Brief Communication: Change of presynaptic vesicle cycling in the hippocampus after status convulsion

Infants and children are at a higher risk for seizures compared with adults. Increasing experimental animal data strongly suggest young animals are less vulnerable than mature animals to cell loss in the hippocampus with more neurogenesis after status convulsion (SC). Earlylife seizures cause permanent functional alterations in neuronal networks and render the brain susceptible to later epilepsy and cognitive deficits. Such seizures may intervene with developmental programs, and lead to inadequate construction of cortical networks rather than induction of neuronal cell loss.
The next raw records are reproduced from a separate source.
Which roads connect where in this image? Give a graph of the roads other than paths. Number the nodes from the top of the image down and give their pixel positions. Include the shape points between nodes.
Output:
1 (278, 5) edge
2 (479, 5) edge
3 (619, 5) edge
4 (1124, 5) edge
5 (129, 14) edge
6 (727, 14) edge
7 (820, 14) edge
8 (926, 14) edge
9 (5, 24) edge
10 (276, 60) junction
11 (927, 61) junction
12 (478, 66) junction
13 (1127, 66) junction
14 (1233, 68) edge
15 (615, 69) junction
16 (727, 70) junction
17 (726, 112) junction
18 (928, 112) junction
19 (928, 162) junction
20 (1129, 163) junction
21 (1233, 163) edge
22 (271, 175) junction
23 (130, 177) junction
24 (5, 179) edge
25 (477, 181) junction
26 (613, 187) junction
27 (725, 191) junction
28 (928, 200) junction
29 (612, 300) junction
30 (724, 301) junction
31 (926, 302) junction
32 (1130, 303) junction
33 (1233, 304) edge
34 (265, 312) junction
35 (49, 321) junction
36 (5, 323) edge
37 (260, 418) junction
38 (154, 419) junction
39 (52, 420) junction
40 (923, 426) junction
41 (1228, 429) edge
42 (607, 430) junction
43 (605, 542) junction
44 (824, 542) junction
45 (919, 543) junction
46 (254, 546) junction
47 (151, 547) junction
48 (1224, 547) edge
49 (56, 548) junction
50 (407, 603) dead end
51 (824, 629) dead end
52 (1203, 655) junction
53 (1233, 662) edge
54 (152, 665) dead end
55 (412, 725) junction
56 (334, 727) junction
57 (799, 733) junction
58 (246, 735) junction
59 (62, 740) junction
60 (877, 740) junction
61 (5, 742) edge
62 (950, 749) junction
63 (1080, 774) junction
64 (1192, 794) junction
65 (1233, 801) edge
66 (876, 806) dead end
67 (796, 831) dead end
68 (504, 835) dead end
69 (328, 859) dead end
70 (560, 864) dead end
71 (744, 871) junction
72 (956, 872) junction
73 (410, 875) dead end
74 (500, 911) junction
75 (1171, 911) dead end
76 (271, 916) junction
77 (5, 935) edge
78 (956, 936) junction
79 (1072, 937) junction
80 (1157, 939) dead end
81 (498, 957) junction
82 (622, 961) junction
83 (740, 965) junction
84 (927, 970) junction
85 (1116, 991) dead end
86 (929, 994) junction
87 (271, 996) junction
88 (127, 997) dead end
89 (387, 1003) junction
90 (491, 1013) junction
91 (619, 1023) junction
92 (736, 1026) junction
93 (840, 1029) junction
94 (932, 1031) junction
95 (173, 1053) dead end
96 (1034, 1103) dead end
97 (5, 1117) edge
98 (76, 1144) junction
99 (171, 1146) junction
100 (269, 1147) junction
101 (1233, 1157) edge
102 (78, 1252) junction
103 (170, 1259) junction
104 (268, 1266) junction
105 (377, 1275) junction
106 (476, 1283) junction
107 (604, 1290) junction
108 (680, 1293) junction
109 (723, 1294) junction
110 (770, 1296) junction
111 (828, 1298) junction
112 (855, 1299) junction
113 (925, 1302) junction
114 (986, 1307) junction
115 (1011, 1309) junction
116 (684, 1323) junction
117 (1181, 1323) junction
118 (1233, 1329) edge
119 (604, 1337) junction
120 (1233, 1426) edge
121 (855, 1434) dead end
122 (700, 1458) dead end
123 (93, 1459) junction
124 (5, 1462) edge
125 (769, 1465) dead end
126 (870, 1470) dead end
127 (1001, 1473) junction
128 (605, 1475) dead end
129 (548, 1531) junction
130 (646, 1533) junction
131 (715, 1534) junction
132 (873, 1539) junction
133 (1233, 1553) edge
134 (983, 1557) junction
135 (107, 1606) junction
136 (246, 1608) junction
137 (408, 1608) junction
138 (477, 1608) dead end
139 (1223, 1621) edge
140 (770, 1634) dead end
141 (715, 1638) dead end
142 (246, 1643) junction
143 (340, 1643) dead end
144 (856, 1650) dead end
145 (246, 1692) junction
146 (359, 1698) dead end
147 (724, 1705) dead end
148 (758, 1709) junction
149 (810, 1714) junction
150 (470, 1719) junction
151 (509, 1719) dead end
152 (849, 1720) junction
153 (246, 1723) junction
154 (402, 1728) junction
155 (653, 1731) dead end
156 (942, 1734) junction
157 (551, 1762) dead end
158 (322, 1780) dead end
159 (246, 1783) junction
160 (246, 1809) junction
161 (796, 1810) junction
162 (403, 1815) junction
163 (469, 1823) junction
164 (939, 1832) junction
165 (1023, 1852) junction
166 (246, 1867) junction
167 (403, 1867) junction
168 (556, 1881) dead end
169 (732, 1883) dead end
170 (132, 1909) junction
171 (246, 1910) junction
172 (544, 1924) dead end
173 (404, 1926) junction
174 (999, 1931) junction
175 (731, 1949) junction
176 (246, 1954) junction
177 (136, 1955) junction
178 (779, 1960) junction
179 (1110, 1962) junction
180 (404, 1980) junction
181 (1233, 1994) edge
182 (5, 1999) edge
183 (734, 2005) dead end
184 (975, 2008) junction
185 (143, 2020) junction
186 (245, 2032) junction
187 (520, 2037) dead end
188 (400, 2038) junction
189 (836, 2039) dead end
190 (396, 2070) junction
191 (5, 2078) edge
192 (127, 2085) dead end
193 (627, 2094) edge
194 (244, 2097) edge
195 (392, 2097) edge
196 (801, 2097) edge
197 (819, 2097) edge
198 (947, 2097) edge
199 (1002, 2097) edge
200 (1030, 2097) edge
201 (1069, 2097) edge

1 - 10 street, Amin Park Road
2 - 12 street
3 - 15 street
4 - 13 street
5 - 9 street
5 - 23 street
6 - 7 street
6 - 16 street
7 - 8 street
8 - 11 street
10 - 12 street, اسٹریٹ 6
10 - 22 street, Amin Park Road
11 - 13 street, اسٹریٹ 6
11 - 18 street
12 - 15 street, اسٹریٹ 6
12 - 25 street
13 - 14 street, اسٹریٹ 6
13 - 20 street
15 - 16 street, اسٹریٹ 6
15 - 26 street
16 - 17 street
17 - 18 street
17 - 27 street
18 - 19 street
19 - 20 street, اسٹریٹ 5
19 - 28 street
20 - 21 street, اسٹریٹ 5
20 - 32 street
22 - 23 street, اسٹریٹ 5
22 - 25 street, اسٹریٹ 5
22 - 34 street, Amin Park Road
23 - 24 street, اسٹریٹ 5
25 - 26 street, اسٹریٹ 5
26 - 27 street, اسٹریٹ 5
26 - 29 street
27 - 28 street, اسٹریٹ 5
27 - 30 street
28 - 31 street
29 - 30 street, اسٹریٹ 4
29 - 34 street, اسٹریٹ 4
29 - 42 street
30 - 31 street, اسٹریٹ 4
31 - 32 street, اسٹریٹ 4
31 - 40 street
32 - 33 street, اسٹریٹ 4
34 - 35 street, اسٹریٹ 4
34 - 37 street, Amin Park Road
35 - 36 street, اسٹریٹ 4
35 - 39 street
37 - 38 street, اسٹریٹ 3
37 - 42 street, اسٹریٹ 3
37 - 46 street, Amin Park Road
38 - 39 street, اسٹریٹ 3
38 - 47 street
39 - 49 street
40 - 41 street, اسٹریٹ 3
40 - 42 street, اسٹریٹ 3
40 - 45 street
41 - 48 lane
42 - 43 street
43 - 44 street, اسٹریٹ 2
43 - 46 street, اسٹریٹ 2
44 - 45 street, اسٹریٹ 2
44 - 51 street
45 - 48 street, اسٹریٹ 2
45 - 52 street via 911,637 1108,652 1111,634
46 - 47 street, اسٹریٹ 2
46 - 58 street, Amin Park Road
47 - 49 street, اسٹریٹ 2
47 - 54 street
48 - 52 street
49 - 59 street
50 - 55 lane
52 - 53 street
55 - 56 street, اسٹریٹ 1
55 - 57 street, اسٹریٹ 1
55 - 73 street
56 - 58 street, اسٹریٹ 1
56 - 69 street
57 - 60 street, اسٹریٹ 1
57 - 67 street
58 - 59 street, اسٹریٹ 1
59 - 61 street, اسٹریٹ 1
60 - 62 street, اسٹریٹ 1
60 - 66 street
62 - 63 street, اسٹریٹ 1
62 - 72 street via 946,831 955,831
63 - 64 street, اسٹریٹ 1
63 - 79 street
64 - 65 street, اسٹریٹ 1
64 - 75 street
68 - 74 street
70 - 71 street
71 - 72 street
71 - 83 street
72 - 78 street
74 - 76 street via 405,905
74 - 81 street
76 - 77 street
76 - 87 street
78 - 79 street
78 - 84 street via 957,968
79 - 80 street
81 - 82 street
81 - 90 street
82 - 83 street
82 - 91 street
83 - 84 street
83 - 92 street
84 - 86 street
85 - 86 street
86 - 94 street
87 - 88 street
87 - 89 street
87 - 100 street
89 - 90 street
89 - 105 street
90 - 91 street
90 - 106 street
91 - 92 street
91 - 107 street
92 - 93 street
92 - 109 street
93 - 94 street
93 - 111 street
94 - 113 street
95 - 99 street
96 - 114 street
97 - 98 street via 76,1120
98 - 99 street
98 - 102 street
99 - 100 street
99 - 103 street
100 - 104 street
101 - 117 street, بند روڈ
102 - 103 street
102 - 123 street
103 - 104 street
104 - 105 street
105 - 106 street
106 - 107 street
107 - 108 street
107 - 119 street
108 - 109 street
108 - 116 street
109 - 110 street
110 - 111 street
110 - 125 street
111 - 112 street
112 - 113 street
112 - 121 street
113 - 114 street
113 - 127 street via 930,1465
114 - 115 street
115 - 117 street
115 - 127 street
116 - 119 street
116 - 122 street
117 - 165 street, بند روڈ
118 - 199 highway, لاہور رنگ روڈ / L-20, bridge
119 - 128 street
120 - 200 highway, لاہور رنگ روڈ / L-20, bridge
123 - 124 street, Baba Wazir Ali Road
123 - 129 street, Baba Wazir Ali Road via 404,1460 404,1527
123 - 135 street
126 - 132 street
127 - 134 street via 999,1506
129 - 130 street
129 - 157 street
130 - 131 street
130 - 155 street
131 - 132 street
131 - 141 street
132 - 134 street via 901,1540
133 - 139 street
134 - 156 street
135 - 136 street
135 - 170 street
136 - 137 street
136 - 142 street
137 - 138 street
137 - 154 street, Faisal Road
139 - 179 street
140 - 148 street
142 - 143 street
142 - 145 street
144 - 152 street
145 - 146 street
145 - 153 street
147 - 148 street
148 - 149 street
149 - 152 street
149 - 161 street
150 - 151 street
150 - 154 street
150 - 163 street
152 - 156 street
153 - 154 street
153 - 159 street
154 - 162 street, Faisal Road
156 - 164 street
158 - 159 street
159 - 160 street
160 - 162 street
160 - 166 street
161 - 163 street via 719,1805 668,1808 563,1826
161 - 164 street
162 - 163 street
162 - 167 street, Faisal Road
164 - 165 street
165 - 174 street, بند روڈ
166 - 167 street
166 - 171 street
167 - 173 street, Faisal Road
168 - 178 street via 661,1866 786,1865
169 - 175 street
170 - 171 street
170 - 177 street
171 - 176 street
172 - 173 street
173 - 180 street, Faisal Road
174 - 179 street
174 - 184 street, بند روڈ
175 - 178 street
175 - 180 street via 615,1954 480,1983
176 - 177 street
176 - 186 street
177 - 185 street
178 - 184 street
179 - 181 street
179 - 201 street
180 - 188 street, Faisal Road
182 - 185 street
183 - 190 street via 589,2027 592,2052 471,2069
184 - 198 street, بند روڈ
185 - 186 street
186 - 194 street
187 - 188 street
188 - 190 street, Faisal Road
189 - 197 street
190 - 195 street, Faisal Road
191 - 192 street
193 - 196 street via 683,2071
The developing brain has a greater capacity in long-term synaptic plasticity than the adult brain, but the molecular mechanism is not well understood. Long-term synaptic plasticity involves both functional and morphological changes of synapses. In the CNS, postsynaptic silent synapses have been identified as showing only N-Methyl-D-aspartate (NMDA), but not alpha-amino-3-hydroxy-5-methyl- 4-isoxazole-propionic acid (AMPA) receptors, and activation of these postsynaptically silent synapses has been demonstrated to contribute significantly to longterm synaptic plasticity. Presynaptic silent synapses have also been reported, which are possibly caused by a very low probability of synaptic vesicle release or the small quanta. The influence of SC on activation of presynaptic silent synapses and their contribution to long-term synaptic plasticity is widely unknown. The current study aims to observe the dynamic changes and age-related differences of vesicle pool organization at hippocampal synapses by monitoring vesicle recycling, and to explore the influences of SC on hippocampal synaptic transmission in immature and adult rats through a presynaptic mechanism.